::: Input material :::
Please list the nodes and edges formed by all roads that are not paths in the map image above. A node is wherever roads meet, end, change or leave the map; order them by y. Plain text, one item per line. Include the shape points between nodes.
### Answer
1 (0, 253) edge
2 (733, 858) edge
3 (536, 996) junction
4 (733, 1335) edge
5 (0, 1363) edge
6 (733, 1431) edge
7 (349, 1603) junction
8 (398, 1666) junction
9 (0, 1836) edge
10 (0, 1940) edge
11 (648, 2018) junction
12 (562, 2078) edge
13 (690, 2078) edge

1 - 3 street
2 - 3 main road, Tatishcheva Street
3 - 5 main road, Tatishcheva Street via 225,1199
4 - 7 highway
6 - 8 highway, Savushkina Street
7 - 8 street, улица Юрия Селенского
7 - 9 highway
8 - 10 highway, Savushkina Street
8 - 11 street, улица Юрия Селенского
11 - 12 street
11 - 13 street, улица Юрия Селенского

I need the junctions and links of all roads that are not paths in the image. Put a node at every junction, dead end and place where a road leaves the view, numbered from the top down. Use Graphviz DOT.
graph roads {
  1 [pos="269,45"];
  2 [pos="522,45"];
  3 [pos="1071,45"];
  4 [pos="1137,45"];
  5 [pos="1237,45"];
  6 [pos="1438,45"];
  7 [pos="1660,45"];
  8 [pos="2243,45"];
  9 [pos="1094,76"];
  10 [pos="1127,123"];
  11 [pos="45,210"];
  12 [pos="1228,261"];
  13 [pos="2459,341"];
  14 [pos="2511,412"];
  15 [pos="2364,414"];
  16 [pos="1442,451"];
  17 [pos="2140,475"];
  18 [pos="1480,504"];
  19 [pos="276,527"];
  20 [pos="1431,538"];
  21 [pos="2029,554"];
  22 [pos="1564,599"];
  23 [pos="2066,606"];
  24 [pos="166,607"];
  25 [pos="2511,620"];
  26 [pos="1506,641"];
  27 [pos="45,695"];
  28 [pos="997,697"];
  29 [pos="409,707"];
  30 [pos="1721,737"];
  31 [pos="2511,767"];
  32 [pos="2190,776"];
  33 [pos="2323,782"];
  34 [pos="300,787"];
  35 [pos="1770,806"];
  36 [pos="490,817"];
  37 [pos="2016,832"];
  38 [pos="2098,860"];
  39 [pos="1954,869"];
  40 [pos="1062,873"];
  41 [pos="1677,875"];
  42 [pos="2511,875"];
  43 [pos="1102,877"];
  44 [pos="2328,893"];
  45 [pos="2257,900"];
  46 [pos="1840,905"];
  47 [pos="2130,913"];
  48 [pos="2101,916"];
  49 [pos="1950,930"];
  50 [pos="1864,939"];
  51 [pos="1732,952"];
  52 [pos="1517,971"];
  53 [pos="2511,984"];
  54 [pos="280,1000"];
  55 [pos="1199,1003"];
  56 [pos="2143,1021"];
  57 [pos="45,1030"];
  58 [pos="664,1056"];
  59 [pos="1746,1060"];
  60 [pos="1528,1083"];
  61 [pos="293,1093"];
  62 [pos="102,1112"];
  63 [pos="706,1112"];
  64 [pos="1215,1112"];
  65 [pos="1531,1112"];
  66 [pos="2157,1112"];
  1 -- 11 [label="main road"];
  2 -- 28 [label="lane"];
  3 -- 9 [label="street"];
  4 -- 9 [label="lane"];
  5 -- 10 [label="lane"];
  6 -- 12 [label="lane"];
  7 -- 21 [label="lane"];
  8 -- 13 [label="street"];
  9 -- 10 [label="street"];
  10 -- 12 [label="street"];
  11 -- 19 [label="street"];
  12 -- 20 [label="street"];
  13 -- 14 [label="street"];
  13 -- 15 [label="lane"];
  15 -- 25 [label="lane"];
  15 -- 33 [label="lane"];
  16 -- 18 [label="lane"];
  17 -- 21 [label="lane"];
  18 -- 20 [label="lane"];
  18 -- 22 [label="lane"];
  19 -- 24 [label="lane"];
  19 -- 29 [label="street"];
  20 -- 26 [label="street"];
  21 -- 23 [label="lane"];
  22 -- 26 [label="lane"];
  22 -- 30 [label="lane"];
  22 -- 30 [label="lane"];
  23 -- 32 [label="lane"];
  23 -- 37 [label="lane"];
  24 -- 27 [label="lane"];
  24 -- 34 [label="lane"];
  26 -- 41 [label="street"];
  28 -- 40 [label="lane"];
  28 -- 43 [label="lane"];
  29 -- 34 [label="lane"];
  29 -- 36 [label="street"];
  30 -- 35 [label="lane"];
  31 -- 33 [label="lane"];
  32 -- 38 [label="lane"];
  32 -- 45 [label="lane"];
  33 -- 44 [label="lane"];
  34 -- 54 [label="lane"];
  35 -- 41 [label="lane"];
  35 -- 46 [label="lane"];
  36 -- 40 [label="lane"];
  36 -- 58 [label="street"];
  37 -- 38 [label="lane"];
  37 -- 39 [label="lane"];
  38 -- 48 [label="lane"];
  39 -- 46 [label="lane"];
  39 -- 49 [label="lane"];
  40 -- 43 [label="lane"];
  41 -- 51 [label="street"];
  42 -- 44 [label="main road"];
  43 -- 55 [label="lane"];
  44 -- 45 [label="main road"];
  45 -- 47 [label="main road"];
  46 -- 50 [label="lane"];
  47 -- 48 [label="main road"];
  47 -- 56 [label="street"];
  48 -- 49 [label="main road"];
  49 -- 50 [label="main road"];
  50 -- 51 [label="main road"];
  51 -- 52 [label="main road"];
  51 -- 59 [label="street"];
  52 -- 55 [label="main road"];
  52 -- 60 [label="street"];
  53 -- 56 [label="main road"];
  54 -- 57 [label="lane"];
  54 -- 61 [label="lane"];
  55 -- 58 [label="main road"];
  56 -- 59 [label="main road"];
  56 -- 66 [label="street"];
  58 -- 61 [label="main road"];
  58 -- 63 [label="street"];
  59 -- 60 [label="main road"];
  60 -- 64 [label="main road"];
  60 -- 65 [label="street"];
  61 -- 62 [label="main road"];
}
:::
* _Exercise prompt_: Scan the records for the string "Селенского". Copy each line in which it appears.

* _Output for this task_:
7 - 8 street, улица Юрия Селенского
8 - 11 street, улица Юрия Селенского
11 - 13 street, улица Юрия Селенского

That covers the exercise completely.